Today C-Span replayed the two and a half hour CBS coverage of the first moon walk. The famed Walter Cronkite was the announcer. A few things stuck out to me -- first, the *extremely* detailed directions that Neil Armstrong gave to Buzz Aldrin as he came down the ladder of the lunar module. Neil had somehow figured it out, but he wasn't taking any chances with his friend. Second, there was the extreme caution of the astronauts as they first started to move around, trying to find their center of gravity. Then, within a half hour, they were starting to gently bound around. Eventually they were bounding with the glee of children. Neil tried a kangaroo hop for good measure.

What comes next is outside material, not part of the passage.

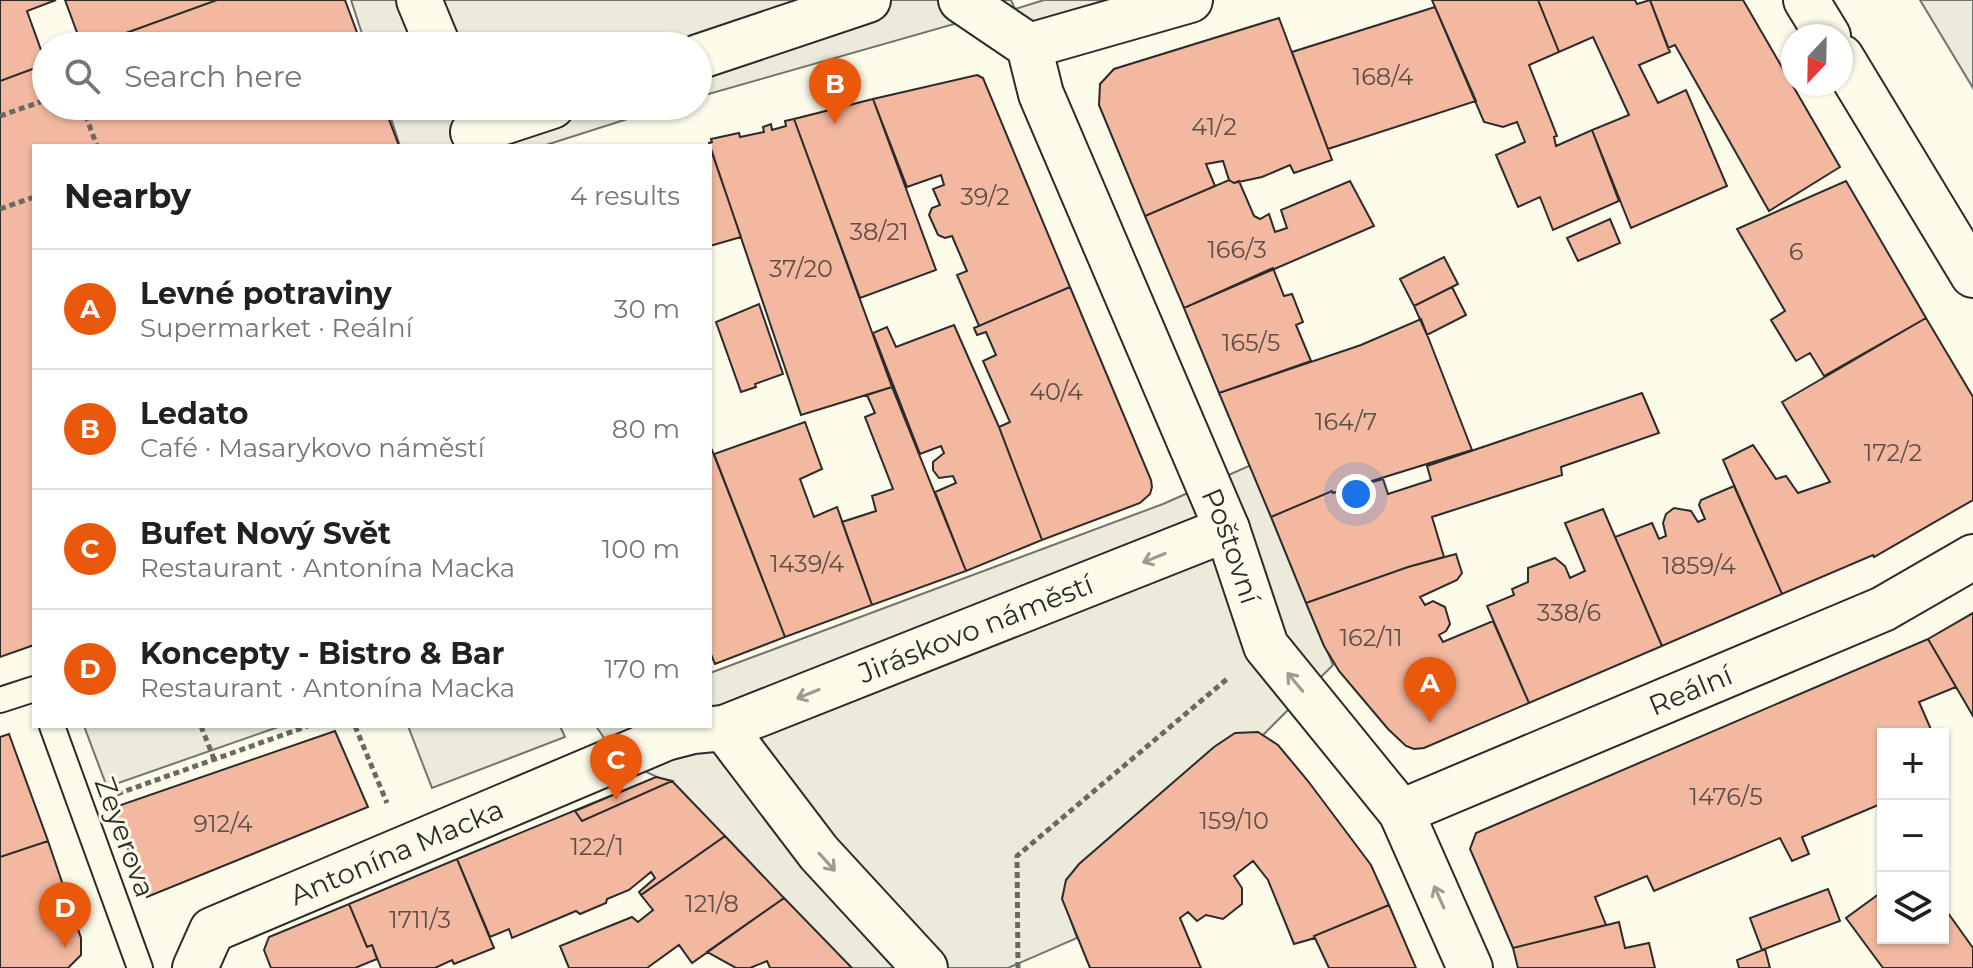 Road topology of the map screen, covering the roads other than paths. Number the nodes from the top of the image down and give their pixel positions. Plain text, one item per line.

One of the astronauts gave a very detailed description of a space rock in the mid-distance. "It's about 15 inches long, and 6 inches high, angled up on its side." Never has a rather ordinary rock been described so lovingly. They struggled to describe the color of the soil, settling on "greyish cocoa." The flight surgeon in Houston noted that they amount of energy both astronauts were expending was in line with projections, reminding me that absolutely everything had been thought through ahead of time, and nothing had been left to chance.
As that entranced twelve year old, I remember looking up at the moon the next couple of nights, and thinking, humans are on the moon's surface right now. I never saw the moon in quite the same way again.
It was a glorious time. I tell my young students that they will see humans walking on Mars one day -- and that if they are so inclined, they might possibly be one of those humans. I hope that they embrace that journey with the same sense of wonder and zest that we did, fifty years ago.